# Your goal:
Copy verbatim the block of lines in the entries below whose first line contains "middle pip: (855, 476)" and whose last line contains "ring tip: (868, 542)". Leave out all other lines.

START Data for this exercise

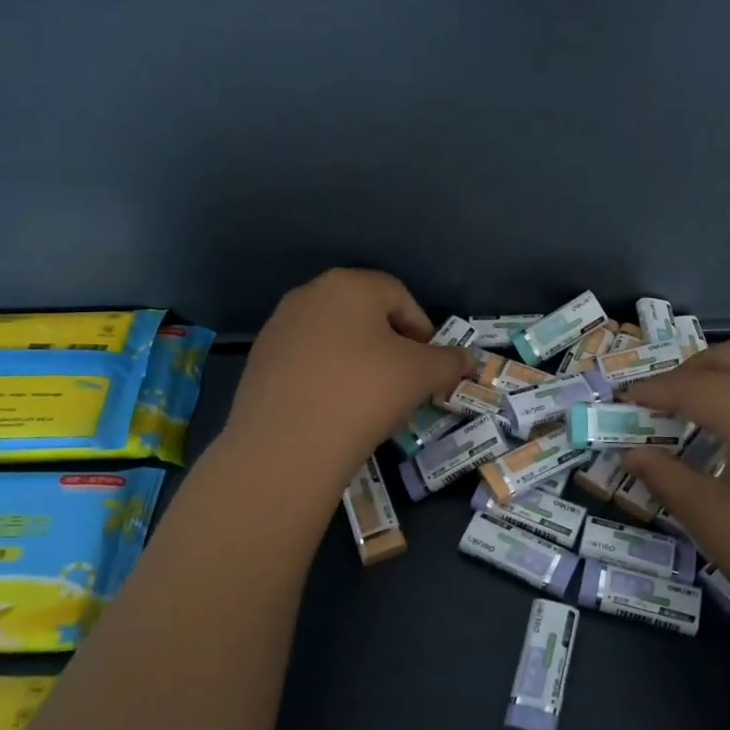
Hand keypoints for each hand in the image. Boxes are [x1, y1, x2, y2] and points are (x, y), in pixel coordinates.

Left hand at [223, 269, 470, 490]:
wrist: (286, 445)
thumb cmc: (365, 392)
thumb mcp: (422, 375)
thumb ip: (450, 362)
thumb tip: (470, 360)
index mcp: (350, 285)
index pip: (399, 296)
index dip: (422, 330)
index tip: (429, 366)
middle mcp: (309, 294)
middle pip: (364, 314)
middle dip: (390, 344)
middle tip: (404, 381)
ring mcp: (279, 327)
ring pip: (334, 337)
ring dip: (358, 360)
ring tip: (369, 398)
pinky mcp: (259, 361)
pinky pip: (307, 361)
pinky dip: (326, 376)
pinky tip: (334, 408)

END Data for this exercise
START Data for this exercise

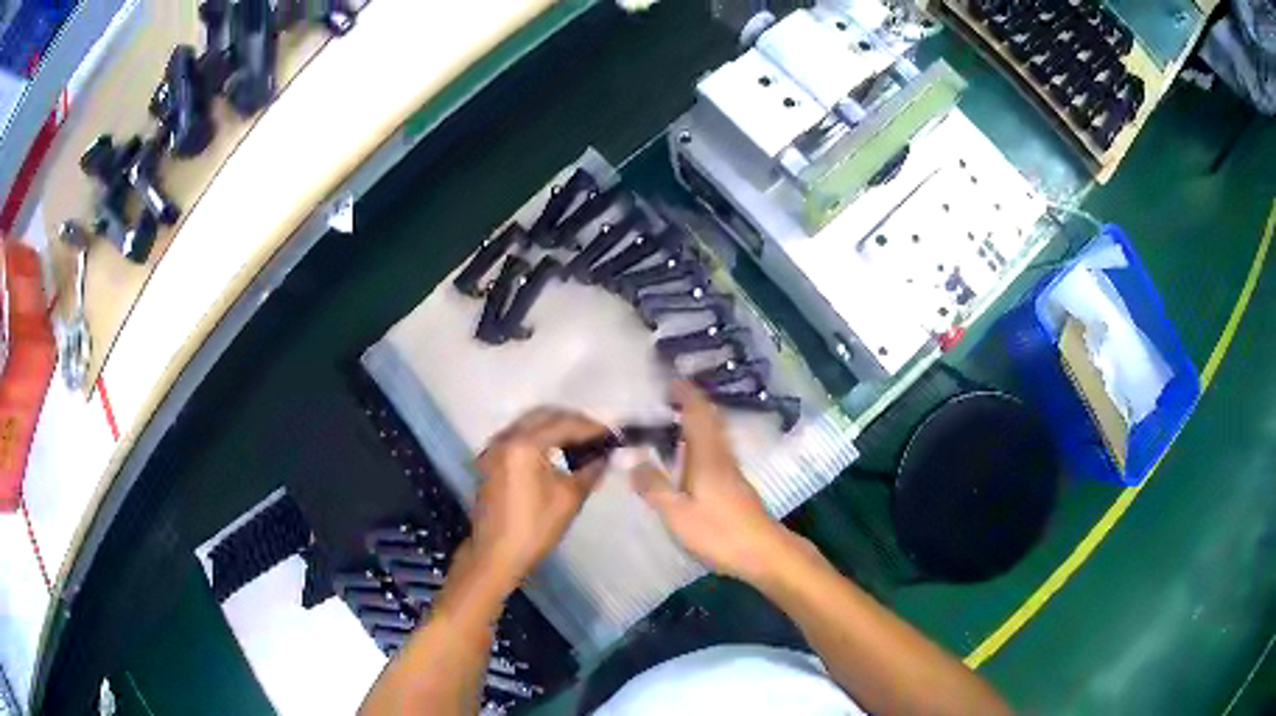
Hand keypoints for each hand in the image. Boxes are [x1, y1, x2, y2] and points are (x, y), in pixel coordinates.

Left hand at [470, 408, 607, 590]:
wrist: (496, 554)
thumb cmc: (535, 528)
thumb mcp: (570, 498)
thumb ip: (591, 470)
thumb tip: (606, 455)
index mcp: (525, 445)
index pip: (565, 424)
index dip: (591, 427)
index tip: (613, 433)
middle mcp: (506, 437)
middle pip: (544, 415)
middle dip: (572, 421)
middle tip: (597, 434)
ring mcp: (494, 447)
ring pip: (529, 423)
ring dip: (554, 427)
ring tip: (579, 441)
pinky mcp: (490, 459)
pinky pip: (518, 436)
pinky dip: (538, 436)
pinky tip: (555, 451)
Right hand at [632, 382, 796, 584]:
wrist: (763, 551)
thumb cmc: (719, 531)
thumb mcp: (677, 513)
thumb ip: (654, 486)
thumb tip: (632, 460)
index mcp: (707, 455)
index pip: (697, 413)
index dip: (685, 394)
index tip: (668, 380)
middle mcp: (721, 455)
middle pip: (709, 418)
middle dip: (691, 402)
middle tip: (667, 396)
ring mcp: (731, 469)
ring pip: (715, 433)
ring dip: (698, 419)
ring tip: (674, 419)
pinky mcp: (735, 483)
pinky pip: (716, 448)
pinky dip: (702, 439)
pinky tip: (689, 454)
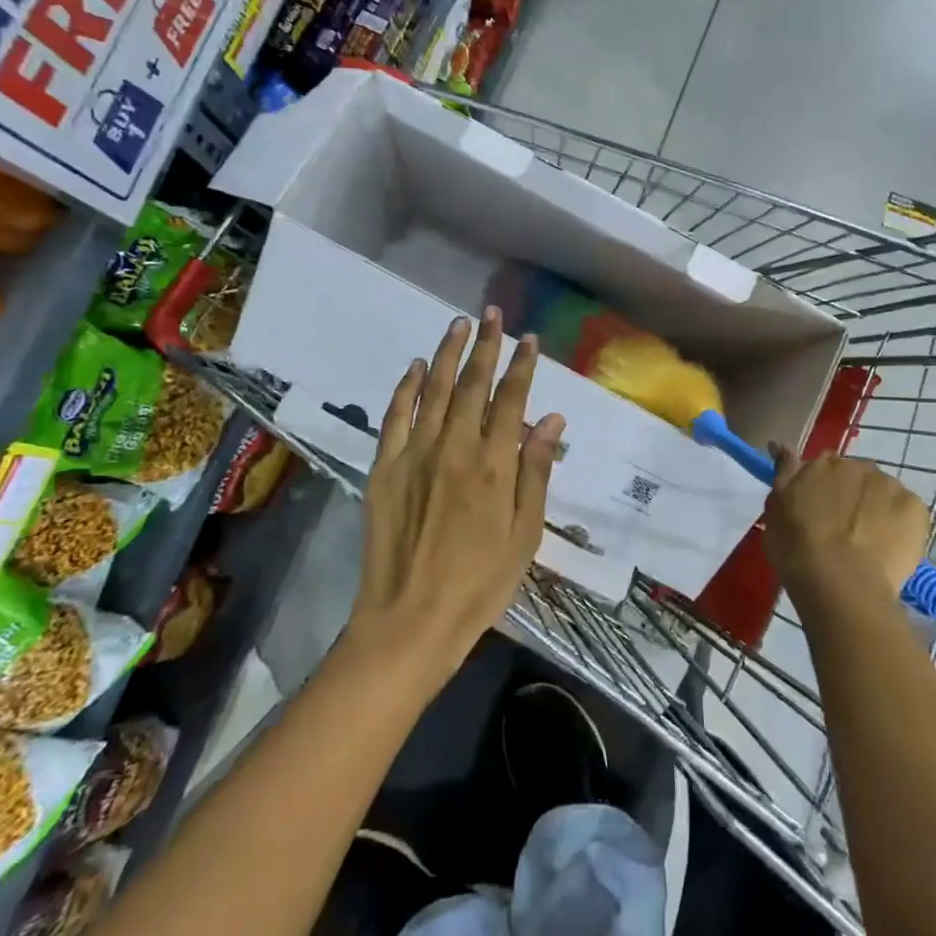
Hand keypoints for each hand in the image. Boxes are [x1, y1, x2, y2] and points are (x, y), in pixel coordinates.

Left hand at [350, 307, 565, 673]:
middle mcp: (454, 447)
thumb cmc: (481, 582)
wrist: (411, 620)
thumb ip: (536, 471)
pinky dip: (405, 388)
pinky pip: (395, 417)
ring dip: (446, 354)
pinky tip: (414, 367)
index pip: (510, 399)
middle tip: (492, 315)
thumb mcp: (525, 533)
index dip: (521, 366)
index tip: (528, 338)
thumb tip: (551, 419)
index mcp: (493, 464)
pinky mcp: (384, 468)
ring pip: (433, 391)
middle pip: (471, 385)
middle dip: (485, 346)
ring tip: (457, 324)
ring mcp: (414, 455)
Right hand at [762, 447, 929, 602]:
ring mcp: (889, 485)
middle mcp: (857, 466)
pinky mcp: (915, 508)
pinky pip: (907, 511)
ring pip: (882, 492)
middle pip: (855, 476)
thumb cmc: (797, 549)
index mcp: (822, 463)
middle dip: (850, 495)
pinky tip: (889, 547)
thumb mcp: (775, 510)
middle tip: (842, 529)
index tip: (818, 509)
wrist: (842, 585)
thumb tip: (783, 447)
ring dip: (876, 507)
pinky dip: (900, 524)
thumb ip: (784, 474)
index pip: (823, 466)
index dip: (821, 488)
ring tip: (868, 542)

END Data for this exercise

# Result:
middle pip: (855, 476)
thumb cmc: (797, 549)
index mcp: (822, 463)
middle dip: (850, 495)
pinky tip: (889, 547)
thumb mcp: (775, 510)
middle tip: (842, 529)
index tip: (818, 509)
wrist: (842, 585)
thumb tip: (783, 447)
ring dip: (876, 507)
pinky dip: (900, 524)
thumb ip: (784, 474)
index pip: (823, 466)
index dip: (821, 488)
ring tip: (868, 542)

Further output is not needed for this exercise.